> PROBLEM TO WORK ON
Using the data below, copy every line that contains the word "links".

> SOURCE MATERIAL
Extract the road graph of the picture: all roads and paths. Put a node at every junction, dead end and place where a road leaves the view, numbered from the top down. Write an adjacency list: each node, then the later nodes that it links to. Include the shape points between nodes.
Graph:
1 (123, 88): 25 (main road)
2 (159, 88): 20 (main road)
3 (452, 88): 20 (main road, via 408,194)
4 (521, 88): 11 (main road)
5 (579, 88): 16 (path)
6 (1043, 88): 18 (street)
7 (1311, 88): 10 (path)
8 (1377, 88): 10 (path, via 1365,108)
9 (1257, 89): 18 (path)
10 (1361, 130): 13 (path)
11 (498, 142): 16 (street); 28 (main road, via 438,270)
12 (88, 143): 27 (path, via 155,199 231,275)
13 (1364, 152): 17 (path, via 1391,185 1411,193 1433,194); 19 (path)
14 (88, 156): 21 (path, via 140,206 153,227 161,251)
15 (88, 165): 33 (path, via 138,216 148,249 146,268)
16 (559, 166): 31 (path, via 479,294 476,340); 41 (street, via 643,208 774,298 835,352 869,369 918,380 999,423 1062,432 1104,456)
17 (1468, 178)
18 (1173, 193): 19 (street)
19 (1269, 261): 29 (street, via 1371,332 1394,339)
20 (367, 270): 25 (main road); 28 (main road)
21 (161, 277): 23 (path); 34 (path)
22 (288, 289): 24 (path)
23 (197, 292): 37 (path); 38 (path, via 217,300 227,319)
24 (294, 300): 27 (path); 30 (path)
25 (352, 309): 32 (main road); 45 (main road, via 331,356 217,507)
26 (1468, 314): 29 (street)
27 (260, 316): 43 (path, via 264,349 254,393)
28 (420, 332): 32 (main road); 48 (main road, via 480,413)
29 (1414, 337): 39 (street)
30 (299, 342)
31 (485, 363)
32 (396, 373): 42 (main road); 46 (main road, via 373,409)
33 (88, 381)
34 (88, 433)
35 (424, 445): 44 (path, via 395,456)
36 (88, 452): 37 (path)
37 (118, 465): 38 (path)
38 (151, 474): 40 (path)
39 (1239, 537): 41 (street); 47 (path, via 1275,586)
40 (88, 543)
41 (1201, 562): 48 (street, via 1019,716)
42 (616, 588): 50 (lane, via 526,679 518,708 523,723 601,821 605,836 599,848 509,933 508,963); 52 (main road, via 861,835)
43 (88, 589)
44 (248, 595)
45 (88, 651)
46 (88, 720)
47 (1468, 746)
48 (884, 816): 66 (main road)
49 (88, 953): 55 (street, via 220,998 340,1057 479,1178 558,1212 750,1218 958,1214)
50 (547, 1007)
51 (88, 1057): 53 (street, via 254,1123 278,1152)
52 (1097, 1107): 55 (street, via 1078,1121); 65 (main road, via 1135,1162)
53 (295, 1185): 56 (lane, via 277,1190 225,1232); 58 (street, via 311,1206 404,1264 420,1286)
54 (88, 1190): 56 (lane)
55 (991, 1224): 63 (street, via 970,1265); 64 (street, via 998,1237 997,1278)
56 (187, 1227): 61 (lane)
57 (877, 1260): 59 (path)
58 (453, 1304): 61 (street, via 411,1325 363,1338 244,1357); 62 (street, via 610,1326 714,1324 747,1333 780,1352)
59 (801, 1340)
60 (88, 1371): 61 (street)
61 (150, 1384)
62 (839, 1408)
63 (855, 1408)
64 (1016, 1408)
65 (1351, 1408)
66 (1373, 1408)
==
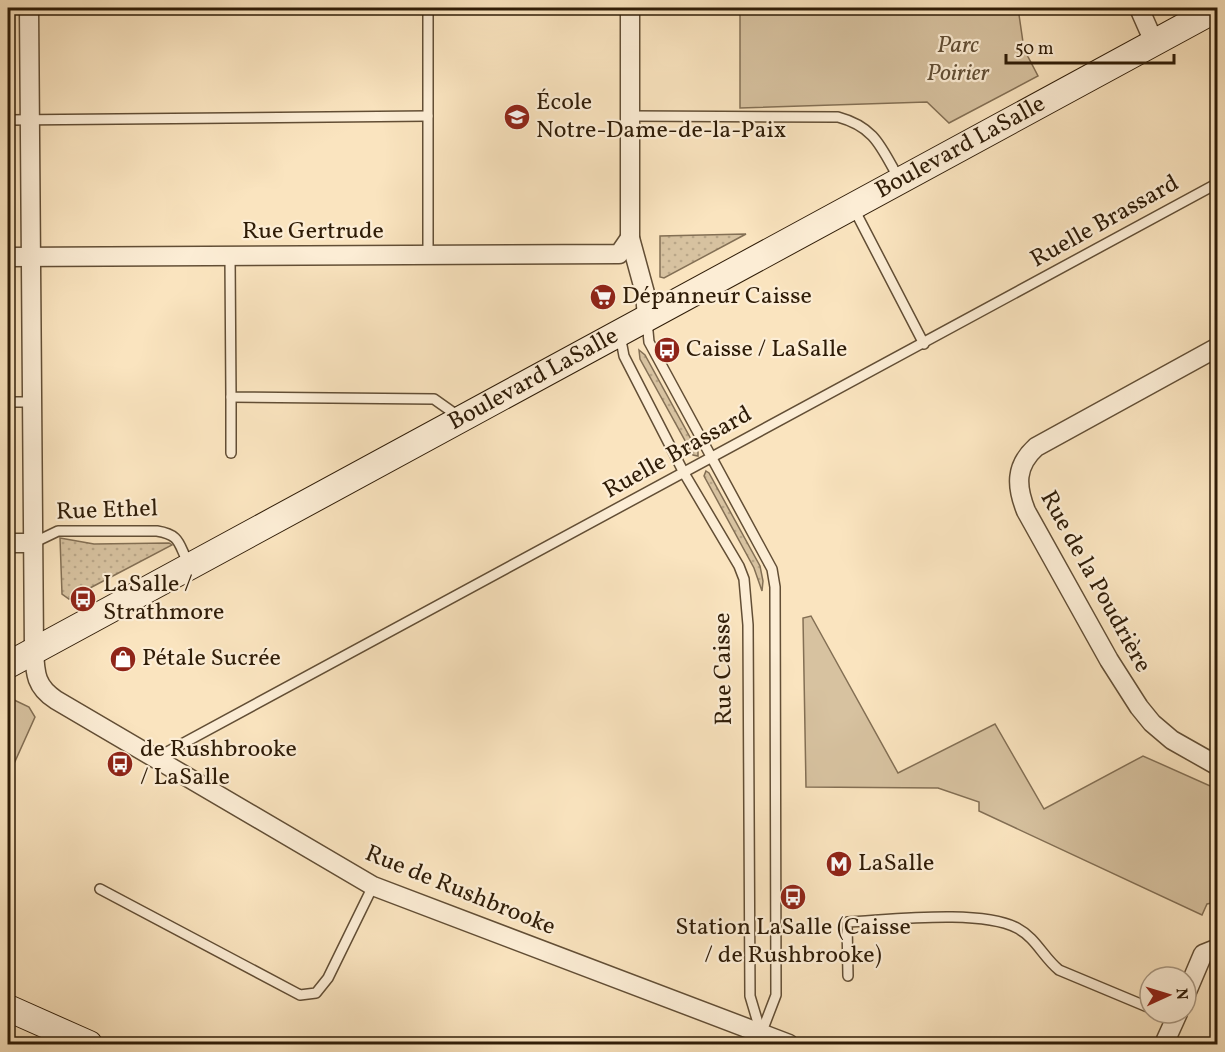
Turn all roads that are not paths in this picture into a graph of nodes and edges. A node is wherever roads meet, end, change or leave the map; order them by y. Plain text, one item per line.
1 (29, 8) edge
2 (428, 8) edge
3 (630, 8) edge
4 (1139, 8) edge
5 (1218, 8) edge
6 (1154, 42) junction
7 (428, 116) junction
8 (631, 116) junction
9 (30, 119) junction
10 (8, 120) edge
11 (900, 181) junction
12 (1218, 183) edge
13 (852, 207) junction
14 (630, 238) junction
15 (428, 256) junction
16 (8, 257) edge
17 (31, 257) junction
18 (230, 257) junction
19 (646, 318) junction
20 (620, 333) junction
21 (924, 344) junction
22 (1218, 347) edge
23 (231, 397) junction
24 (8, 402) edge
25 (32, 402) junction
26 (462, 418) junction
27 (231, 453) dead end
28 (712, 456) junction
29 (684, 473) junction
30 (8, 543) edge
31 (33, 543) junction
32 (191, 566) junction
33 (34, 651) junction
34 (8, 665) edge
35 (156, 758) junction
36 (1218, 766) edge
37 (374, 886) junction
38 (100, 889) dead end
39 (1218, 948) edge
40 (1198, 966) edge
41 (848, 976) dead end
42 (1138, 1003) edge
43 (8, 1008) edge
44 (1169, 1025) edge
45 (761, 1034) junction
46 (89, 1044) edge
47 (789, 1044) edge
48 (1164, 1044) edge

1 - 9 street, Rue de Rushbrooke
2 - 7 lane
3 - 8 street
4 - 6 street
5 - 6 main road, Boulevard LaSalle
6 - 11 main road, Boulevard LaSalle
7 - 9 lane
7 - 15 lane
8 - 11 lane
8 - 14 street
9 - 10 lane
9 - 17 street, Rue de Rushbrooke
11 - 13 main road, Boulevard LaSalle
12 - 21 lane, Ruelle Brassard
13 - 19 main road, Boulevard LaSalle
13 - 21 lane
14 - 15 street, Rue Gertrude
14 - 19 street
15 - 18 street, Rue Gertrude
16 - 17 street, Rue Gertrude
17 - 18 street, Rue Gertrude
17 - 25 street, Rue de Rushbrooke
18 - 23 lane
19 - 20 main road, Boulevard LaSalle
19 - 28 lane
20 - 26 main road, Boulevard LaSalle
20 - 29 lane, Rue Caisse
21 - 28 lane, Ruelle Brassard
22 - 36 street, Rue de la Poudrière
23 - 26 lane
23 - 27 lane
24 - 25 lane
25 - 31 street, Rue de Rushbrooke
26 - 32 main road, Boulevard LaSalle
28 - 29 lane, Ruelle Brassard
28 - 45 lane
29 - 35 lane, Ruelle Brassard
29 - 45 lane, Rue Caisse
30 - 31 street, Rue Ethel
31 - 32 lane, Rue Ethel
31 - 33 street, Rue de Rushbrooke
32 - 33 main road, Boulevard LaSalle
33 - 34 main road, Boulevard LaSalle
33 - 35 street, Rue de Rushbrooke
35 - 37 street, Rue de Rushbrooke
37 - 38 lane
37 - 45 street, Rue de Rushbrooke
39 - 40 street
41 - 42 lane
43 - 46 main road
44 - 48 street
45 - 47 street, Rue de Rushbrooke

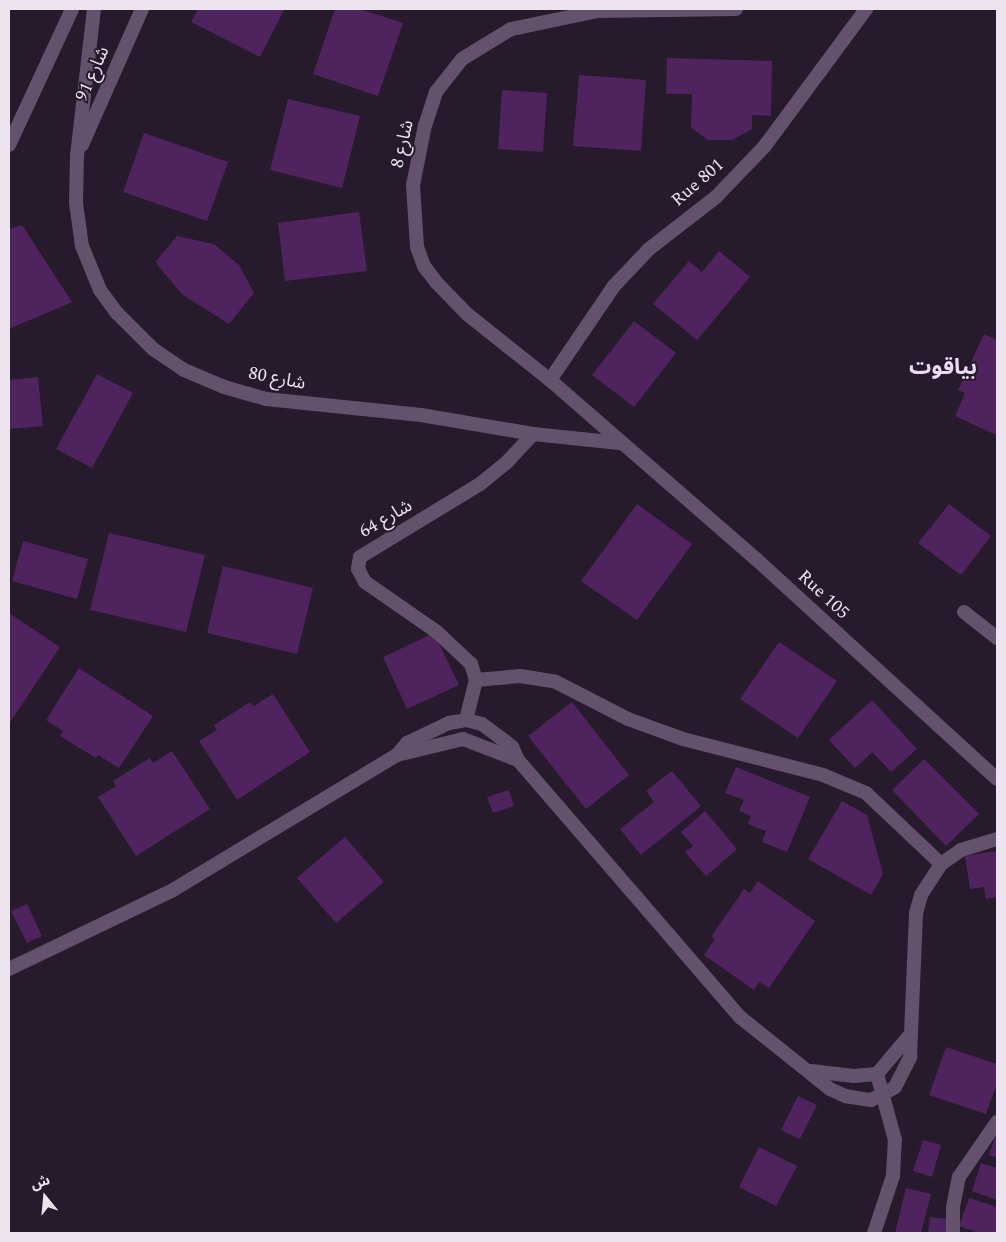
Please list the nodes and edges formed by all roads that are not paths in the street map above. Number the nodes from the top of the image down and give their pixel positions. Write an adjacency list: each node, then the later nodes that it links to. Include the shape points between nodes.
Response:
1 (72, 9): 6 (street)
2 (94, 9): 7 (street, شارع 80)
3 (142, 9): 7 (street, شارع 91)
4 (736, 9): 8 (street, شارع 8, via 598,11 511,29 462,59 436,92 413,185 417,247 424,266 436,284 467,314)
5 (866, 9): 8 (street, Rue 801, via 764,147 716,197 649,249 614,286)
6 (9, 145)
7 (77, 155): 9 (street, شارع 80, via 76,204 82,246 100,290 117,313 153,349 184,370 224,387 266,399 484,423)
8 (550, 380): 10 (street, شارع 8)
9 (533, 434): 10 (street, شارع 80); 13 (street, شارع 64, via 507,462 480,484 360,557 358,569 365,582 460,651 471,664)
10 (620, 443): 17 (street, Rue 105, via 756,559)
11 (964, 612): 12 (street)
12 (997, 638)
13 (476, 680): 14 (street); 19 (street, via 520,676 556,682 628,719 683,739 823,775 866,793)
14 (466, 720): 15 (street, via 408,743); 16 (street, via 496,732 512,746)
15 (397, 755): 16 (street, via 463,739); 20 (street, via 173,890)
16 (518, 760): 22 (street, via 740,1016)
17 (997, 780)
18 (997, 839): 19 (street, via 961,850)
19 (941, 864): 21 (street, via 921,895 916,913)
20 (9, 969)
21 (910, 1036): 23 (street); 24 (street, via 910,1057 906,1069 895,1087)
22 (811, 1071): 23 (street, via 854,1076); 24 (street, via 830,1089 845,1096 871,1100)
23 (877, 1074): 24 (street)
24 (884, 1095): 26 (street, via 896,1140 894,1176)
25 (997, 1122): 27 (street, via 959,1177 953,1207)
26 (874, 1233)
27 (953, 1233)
--
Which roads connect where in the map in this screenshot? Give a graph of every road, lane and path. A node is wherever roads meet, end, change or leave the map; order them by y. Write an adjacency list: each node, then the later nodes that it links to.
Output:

> YOUR SOLUTION
Extract the road graph of the picture: all roads and paths. Put a node at every junction, dead end and place where a road leaves the view, numbered from the top down. Write an adjacency list: each node, then the later nodes that it links to. Include the shape points between nodes.
Please list the nodes and edges formed by all roads that are not paths in the street map above. Number the nodes from the top of the image down and give their pixel positions. Write an adjacency list: each node, then the later nodes that it links to. Include the shape points between nodes.
Which roads connect where in the map in this screenshot? Give a graph of every road, lane and path. A node is wherever roads meet, end, change or leave the map; order them by y. Write an adjacency list: each node, then the later nodes that it links to.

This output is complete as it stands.